Sunday, September 4, 2016

De facto monopolies

Sometimes a company, or service, becomes so immensely popular, that it effectively kills or at the very least overshadows all competition, even without the company having to do anything in particular in order to achieve that situation. In other words, that company or service becomes a de facto monopoly in that particular market.

Valve's Steam service is the quintessential example of this. There's nothing stopping other companies from creating their own content distribution / online shop of video games for the PC, and some have tried. However, the fact remains that Steam holds effectively a total monopoly status in this field. If you want easy access to an enormously wide range of video games, often for very cheap, completely legally, Steam is pretty much your only choice. (Other similar services by other companies do exist, but they tend to be significantly narrower in their range of games, and are significantly smaller in terms of their customer base.)

I have never heard of Valve having achieved this status via questionable tactics, so they have achieved it simply because they became popular with the PC gaming public.

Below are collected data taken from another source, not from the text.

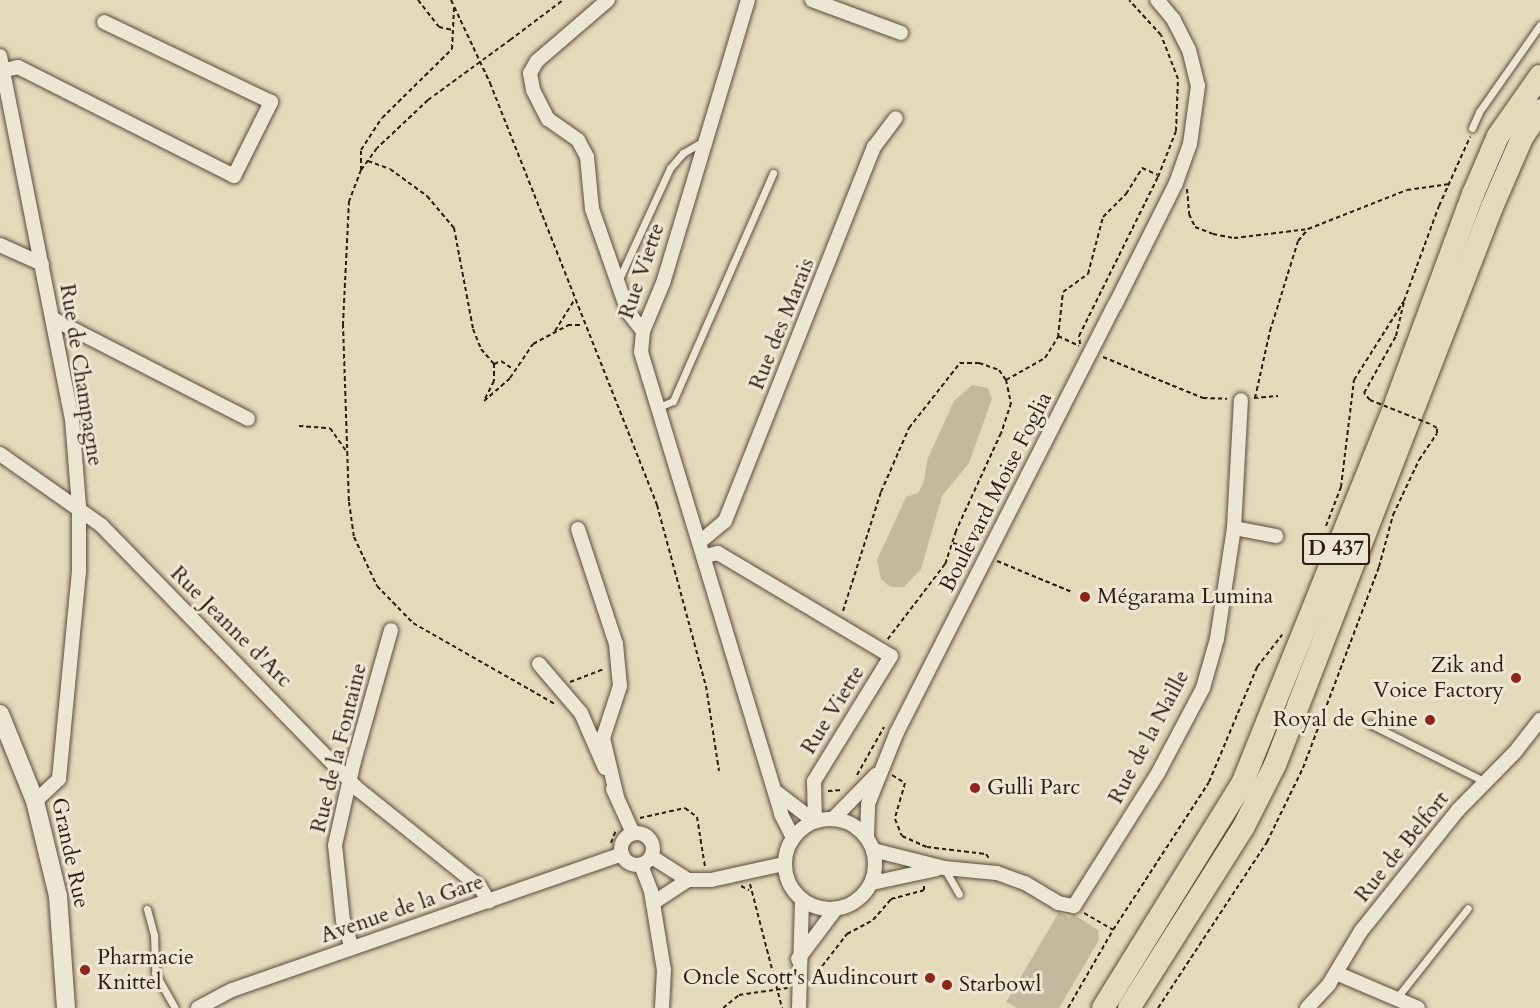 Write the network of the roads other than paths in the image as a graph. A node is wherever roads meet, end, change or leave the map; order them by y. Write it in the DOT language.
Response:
graph roads {
  1 [pos="608,0"];
  2 [pos="748,0"];
  3 [pos="812,0"];
  4 [pos="1157,0"];
  5 [pos="104,22"];
  6 [pos="1540,25"];
  7 [pos="901,33"];
  8 [pos="0,56"];
  9 [pos="5,70"];
  10 [pos="1540,76"];
  11 [pos="1540,110"];
  12 [pos="896,118"];
  13 [pos="1472,128"];
  14 [pos="704,141"];
  15 [pos="773,172"];
  16 [pos="0,245"];
  17 [pos="42,264"];
  18 [pos="619,279"];
  19 [pos="53,319"];
  20 [pos="643,331"];
  21 [pos="1248,399"];
  22 [pos="659,407"];
  23 [pos="248,418"];
  24 [pos="0,454"];
  25 [pos="79,506"];
  26 [pos="1234,528"];
  27 [pos="578,529"];
  28 [pos="1276,536"];
  29 [pos="701,541"];
  30 [pos="705,556"];
  31 [pos="391,630"];
  32 [pos="539,664"];
  33 [pos="0,714"];
  34 [pos="1540,720"];
  35 [pos="1370,724"];
  36 [pos="881,769"];
  37 [pos="351,779"];
  38 [pos="1486,782"];
  39 [pos="774,790"];
  40 [pos="617,797"];
  41 [pos="35,801"];
  42 [pos="833,819"];
  43 [pos="814,821"];
  44 [pos="631,828"];
  45 [pos="867,837"];
  46 [pos="792,838"];
  47 [pos="873,850"];
  48 [pos="622,854"];
  49 [pos="646,861"];
  50 [pos="784,864"];
  51 [pos="924,867"];
  52 [pos="944,868"];
  53 [pos="688,880"];
  54 [pos="872,883"];
  55 [pos="960,894"];
  56 [pos="802,900"];
  57 [pos="489,902"];
  58 [pos="653,903"];
  59 [pos="1468,908"];
  60 [pos="147,909"];
  61 [pos="835,910"];
  62 [pos="352,948"];
  63 [pos="798,959"];
  64 [pos="1336,973"];
  65 [pos="1395,1000"];
  66 [pos="66,1008"];
  67 [pos="175,1008"];
  68 [pos="198,1008"];
  69 [pos="662,1008"];
  70 [pos="799,1008"];
  71 [pos="1103,1008"];
  72 [pos="1129,1008"];
  73 [pos="1307,1008"];
  74 [pos="1418,1008"];
  1 -- 18 [label="street"];
  2 -- 14 [label="street, Rue Viette"];
  3 -- 7 [label="street"];
  4 -- 36 [label="street, Boulevard Moise Foglia"];
  5 -- 9 [label="street"];
  6 -- 13 [label="lane"];
  8 -- 9 [label="street, Rue de Champagne"];
  9 -- 17 [label="street, Rue de Champagne"];
  10 -- 71 [label="main road, D 437"];
  11 -- 72 [label="main road, D 437"];
  12 -- 29 [label="street, Rue des Marais"];
  14 -- 18 [label="lane"];
  14 -- 20 [label="street, Rue Viette"];
  15 -- 22 [label="lane"];
  16 -- 17 [label="street"];
  17 -- 19 [label="street, Rue de Champagne"];
  18 -- 20 [label="street"];
  19 -- 23 [label="street"];
  19 -- 25 [label="street, Rue de Champagne"];
  20 -- 22 [label="street, Rue Viette"];
  21 -- 26 [label="street, Rue de la Naille"];
  22 -- 29 [label="street, Rue Viette"];
  24 -- 25 [label="street, Rue Jeanne d'Arc"];
  25 -- 37 [label="street, Rue Jeanne d'Arc"];
  25 -- 41 [label="street, Rue de Champagne"];
  26 -- 28 [label="street"];
  26 -- 52 [label="street, Rue de la Naille"];
  27 -- 40 [label="street"];
  29 -- 30 [label="street, Rue Viette"];
  30 -- 39 [label="street, Rue Viette"];
  30 -- 43 [label="street, Rue Viette"];
  31 -- 37 [label="street, Rue de la Fontaine"];
  32 -- 40 [label="street"];
  33 -- 41 [label="street, Grande Rue"];
  34 -- 38 [label="street, Rue de Belfort"];
  35 -- 38 [label="lane"];
  36 -- 42 [label="street, Boulevard Moise Foglia"];
  36 -- 45 [label="street, Boulevard Moise Foglia"];
  37 -- 57 [label="street, Rue Jeanne d'Arc"];
  37 -- 62 [label="street, Rue de la Fontaine"];
  38 -- 64 [label="street, Rue de Belfort"];
  39 -- 43 [label="street"];
  39 -- 46 [label="street, Rue Viette"];
  40 -- 44 [label="street"];
  41 -- 66 [label="street, Grande Rue"];
  42 -- 43 [label="street"];
  42 -- 45 [label="street"];
  43 -- 46 [label="street"];
  44 -- 48 [label="street"];
  44 -- 49 [label="street"];
  45 -- 47 [label="street"];
  46 -- 50 [label="street"];
  47 -- 51 [label="street"];
  47 -- 54 [label="street"];
  48 -- 49 [label="street"];
  48 -- 57 [label="street, Avenue de la Gare"];
  49 -- 53 [label="street"];
  49 -- 58 [label="street"];
  50 -- 53 [label="street"];
  50 -- 56 [label="street"];
  51 -- 52 [label="street"];
  51 -- 54 [label="street"];
  52 -- 55 [label="lane"];
  53 -- 58 [label="street"];
  54 -- 61 [label="street"];
  56 -- 61 [label="street"];
  56 -- 63 [label="street"];
  57 -- 62 [label="street, Avenue de la Gare"];
  58 -- 69 [label="street"];
  59 -- 65 [label="lane"];
  60 -- 67 [label="lane"];
  61 -- 63 [label="street"];
  62 -- 68 [label="street, Avenue de la Gare"];
  63 -- 70 [label="street"];
  64 -- 65 [label="street"];
  64 -- 73 [label="street, Rue de Belfort"];
  65 -- 74 [label="street"];
}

Google's web search service is another major example. Again, there is nothing stopping other companies from offering their own search services (and many do), but Google just overshadows them almost to oblivion. It is pretty much the de facto web search service which everybody uses for pretty much everything. It's so ubiquitous that the name has even entered vernacular, in the form of "to google" to mean "to make a web search". The two have almost become synonymous.

YouTube is arguably another example (although possibly not as radical as Steam or Google's web search). There are many free video publishing and streaming sites out there, but nothing can compete with YouTube in terms of size and popularity. While in this case there are viable alternatives, nevertheless YouTube overshadows them quite severely. (Although arguably Twitch is the de facto monopoly on live video game streaming, as well as other types of online content streaming related to not just video games but also other relatively similar events.)

Microsoft Windows has a de facto monopoly on PC operating systems. While Linux is nothing to scoff at, the fact remains that it just can't compete. In many cases you don't have a choice, as most software, which you might need eg. for your work, is made for Windows only. Also, while Linux can run some PC games, it just can't compete with Windows as a gaming system. If you are a PC gamer, you are pretty much forced to use Windows. There is no practical choice.

The problem with monopolies is that they can be detrimental to the customers. Having a monopoly status means that you don't have any competition. When you don't have any competition, it removes the motivation to innovate, to progress, and to keep your customers happy (with eg. low prices). Having a monopoly status means that you can abuse your customers (at least within the law) because there is little chance of losing them; since there is no competition, there is no danger that your customers will switch to one of those.

Often a monopoly means higher prices for the offered products. Since there is no competition, no alternatives, the company with the monopoly can set the prices as they see fit. Othertimes the problems arise in other ways, such as limited functionality (because the company has no motivation to innovate and progress), and abusing their customers, eg. in terms of their privacy. Biased censorship of ideas and expression may also become a problem.

In some cases many customers are actively creating monopolies with their purchasing decisions and even soft activism. As an example, in the "VR war" many people consider the HTC Vive to be the clear winner over the Oculus Rift, and are pretty much advocating for the former to be recognized as the sole option, and for the latter to die off.

This particular example is really obnoxious. These people do not understand that what they are advocating for is a monopoly, which will be detrimental to themselves. A complete monopoly of one single VR system means that its producer company can dictate anything they want, because there will be no alternatives, no competition. It will ensure that prices will remain high, and development will be strictly controlled by the company. The losers in this situation are these customers themselves.